> **Exercise materials**:

━━━━

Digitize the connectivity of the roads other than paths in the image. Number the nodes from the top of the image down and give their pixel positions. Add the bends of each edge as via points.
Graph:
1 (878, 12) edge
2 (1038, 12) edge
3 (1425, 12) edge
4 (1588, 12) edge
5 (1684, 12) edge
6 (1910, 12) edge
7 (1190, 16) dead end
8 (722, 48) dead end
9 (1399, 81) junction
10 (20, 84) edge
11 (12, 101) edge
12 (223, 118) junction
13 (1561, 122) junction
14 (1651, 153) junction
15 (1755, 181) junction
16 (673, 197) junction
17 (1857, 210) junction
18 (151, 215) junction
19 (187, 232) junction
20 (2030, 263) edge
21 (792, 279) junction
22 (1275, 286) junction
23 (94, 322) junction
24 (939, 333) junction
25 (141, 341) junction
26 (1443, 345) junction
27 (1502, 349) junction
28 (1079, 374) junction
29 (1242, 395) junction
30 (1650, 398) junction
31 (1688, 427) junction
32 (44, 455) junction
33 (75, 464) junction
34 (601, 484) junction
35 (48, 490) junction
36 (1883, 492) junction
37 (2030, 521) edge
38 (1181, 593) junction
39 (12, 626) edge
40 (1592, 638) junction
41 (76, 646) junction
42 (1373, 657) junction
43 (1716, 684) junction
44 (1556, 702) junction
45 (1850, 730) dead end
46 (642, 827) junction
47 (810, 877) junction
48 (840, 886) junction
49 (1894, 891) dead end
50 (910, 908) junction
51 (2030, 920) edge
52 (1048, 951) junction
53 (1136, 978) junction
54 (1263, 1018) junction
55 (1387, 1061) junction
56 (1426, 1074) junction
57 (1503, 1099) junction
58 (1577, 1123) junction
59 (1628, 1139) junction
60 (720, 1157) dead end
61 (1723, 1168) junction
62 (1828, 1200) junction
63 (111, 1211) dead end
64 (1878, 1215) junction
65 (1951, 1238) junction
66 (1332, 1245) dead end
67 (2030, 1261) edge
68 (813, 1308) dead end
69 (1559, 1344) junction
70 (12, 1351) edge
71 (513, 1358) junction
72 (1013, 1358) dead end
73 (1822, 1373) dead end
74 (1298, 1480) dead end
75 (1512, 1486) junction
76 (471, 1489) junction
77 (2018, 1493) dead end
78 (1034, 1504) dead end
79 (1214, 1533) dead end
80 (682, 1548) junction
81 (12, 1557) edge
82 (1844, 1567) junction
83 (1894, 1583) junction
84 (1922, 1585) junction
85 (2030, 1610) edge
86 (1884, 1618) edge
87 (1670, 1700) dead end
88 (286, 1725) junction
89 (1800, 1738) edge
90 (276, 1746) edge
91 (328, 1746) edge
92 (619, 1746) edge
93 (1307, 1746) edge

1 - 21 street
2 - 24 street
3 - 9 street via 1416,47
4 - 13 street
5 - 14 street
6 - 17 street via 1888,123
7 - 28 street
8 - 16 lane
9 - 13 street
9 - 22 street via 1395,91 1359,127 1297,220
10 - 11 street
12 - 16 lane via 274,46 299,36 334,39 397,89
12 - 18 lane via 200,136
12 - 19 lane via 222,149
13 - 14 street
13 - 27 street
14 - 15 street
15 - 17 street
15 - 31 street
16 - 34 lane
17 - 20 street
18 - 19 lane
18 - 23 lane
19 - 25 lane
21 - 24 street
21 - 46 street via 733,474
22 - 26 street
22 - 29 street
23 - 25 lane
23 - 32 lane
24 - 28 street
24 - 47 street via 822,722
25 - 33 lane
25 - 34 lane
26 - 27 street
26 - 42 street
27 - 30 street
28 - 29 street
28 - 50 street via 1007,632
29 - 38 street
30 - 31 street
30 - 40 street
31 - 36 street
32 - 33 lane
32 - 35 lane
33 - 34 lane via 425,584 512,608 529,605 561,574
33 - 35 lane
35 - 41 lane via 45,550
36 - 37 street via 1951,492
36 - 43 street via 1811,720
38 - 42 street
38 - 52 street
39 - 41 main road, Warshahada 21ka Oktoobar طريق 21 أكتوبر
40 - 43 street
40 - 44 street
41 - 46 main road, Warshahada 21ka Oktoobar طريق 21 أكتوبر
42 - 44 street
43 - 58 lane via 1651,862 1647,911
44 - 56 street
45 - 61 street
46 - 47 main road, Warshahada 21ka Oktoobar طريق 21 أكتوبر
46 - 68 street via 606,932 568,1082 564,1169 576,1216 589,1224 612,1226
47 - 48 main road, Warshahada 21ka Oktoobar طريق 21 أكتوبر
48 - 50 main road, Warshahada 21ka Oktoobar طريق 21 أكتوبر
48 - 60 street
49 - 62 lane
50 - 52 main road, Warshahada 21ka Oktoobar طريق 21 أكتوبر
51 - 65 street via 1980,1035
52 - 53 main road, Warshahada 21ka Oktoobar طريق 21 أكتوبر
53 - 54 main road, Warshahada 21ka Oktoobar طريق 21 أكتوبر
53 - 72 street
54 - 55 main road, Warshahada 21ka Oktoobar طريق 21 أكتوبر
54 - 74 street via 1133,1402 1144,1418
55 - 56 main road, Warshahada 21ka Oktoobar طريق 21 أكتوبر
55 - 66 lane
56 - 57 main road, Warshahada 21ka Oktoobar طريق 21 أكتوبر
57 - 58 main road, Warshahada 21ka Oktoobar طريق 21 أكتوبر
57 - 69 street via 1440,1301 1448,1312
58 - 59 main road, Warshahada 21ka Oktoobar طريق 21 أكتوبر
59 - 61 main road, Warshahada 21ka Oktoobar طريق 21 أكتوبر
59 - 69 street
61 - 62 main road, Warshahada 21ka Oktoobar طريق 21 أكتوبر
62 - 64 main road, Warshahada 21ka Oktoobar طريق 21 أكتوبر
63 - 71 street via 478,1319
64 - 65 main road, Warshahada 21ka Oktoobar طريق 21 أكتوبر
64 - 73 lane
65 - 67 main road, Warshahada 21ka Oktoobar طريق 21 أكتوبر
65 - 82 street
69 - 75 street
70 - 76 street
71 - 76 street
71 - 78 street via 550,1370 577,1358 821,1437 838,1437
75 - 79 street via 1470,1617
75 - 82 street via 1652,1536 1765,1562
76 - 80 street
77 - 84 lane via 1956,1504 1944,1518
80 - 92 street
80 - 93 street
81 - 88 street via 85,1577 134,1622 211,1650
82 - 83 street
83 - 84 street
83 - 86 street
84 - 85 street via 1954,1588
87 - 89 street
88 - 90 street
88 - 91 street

━━━━

> **Exercise description**: Could you reproduce every line of the listing exactly?

> **Answer to this task**:
Digitize the connectivity of the roads other than paths in the image. Number the nodes from the top of the image down and give their pixel positions. Add the bends of each edge as via points.
Graph:
1 (878, 12) edge
2 (1038, 12) edge
3 (1425, 12) edge
4 (1588, 12) edge
5 (1684, 12) edge
6 (1910, 12) edge
7 (1190, 16) dead end
8 (722, 48) dead end
9 (1399, 81) junction
10 (20, 84) edge
11 (12, 101) edge
12 (223, 118) junction
13 (1561, 122) junction
14 (1651, 153) junction
15 (1755, 181) junction
16 (673, 197) junction
17 (1857, 210) junction
18 (151, 215) junction
19 (187, 232) junction
20 (2030, 263) edge
21 (792, 279) junction
22 (1275, 286) junction
23 (94, 322) junction
24 (939, 333) junction
25 (141, 341) junction
26 (1443, 345) junction
27 (1502, 349) junction
28 (1079, 374) junction
29 (1242, 395) junction
30 (1650, 398) junction
31 (1688, 427) junction
32 (44, 455) junction
33 (75, 464) junction
34 (601, 484) junction
35 (48, 490) junction
36 (1883, 492) junction
37 (2030, 521) edge
38 (1181, 593) junction
39 (12, 626) edge
40 (1592, 638) junction
41 (76, 646) junction
42 (1373, 657) junction
43 (1716, 684) junction
44 (1556, 702) junction
45 (1850, 730) dead end
46 (642, 827) junction
47 (810, 877) junction
48 (840, 886) junction
49 (1894, 891) dead end
50 (910, 908) junction
51 (2030, 920) edge
52 (1048, 951) junction
53 (1136, 978) junction
54 (1263, 1018) junction
55 (1387, 1061) junction
56 (1426, 1074) junction
57 (1503, 1099) junction
58 (1577, 1123) junction
59 (1628, 1139) junction
60 (720, 1157) dead end
61 (1723, 1168) junction
62 (1828, 1200) junction
63 (111, 1211) dead end
64 (1878, 1215) junction
65 (1951, 1238) junction
66 (1332, 1245) dead end
67 (2030, 1261) edge
68 (813, 1308) dead end
69 (1559, 1344) junction
70 (12, 1351) edge
71 (513, 1358) junction
72 (1013, 1358) dead end
73 (1822, 1373) dead end
74 (1298, 1480) dead end
75 (1512, 1486) junction
76 (471, 1489) junction
77 (2018, 1493) dead end
78 (1034, 1504) dead end
79 (1214, 1533) dead end
80 (682, 1548) junction
81 (12, 1557) edge
82 (1844, 1567) junction
83 (1894, 1583) junction
84 (1922, 1585) junction
85 (2030, 1610) edge
86 (1884, 1618) edge
87 (1670, 1700) dead end
88 (286, 1725) junction
89 (1800, 1738) edge
90 (276, 1746) edge
91 (328, 1746) edge
92 (619, 1746) edge
93 (1307, 1746) edge

1 - 21 street
2 - 24 street
3 - 9 street via 1416,47
4 - 13 street
5 - 14 street
6 - 17 street via 1888,123
7 - 28 street
8 - 16 lane
9 - 13 street
9 - 22 street via 1395,91 1359,127 1297,220
10 - 11 street
12 - 16 lane via 274,46 299,36 334,39 397,89
12 - 18 lane via 200,136
12 - 19 lane via 222,149
13 - 14 street
13 - 27 street
14 - 15 street
15 - 17 street
15 - 31 street
16 - 34 lane
17 - 20 street
18 - 19 lane
18 - 23 lane
19 - 25 lane
21 - 24 street
21 - 46 street via 733,474
22 - 26 street
22 - 29 street
23 - 25 lane
23 - 32 lane
24 - 28 street
24 - 47 street via 822,722
25 - 33 lane
25 - 34 lane
26 - 27 street
26 - 42 street
27 - 30 street
28 - 29 street
28 - 50 street via 1007,632
29 - 38 street
30 - 31 street
30 - 40 street
31 - 36 street
32 - 33 lane
32 - 35 lane
33 - 34 lane via 425,584 512,608 529,605 561,574
33 - 35 lane
35 - 41 lane via 45,550
36 - 37 street via 1951,492
36 - 43 street via 1811,720
38 - 42 street
38 - 52 street
39 - 41 main road, Warshahada 21ka Oktoobar طريق 21 أكتوبر
40 - 43 street
40 - 44 street
41 - 46 main road, Warshahada 21ka Oktoobar طريق 21 أكتوبر
42 - 44 street
43 - 58 lane via 1651,862 1647,911
44 - 56 street
45 - 61 street
46 - 47 main road, Warshahada 21ka Oktoobar طريق 21 أكتوبر
46 - 68 street via 606,932 568,1082 564,1169 576,1216 589,1224 612,1226
47 - 48 main road, Warshahada 21ka Oktoobar طريق 21 أكتوبر
48 - 50 main road, Warshahada 21ka Oktoobar طريق 21 أكتوبر
48 - 60 street
49 - 62 lane
50 - 52 main road, Warshahada 21ka Oktoobar طريق 21 أكتوبر
51 - 65 street via 1980,1035
52 - 53 main road, Warshahada 21ka Oktoobar طريق 21 أكتوبر
53 - 54 main road, Warshahada 21ka Oktoobar طريق 21 أكتوبر
53 - 72 street
54 - 55 main road, Warshahada 21ka Oktoobar طريق 21 أكتوبر
54 - 74 street via 1133,1402 1144,1418
55 - 56 main road, Warshahada 21ka Oktoobar طريق 21 أكتوبر
55 - 66 lane
56 - 57 main road, Warshahada 21ka Oktoobar طريق 21 أكتوبر
57 - 58 main road, Warshahada 21ka Oktoobar طريق 21 أكتوبر
57 - 69 street via 1440,1301 1448,1312
58 - 59 main road, Warshahada 21ka Oktoobar طريق 21 أكتوبر
59 - 61 main road, Warshahada 21ka Oktoobar طريق 21 أكتوبر
59 - 69 street
61 - 62 main road, Warshahada 21ka Oktoobar طريق 21 أكتوبر
62 - 64 main road, Warshahada 21ka Oktoobar طريق 21 أكتوبر
63 - 71 street via 478,1319
64 - 65 main road, Warshahada 21ka Oktoobar طريق 21 أكتوبر
64 - 73 lane
65 - 67 main road, Warshahada 21ka Oktoobar طريق 21 أكتوبر
65 - 82 street
69 - 75 street
70 - 76 street
71 - 76 street
71 - 78 street via 550,1370 577,1358 821,1437 838,1437
75 - 79 street via 1470,1617
75 - 82 street via 1652,1536 1765,1562
76 - 80 street
77 - 84 lane via 1956,1504 1944,1518
80 - 92 street
80 - 93 street
81 - 88 street via 85,1577 134,1622 211,1650
82 - 83 street
83 - 84 street
83 - 86 street
84 - 85 street via 1954,1588
87 - 89 street
88 - 90 street
88 - 91 street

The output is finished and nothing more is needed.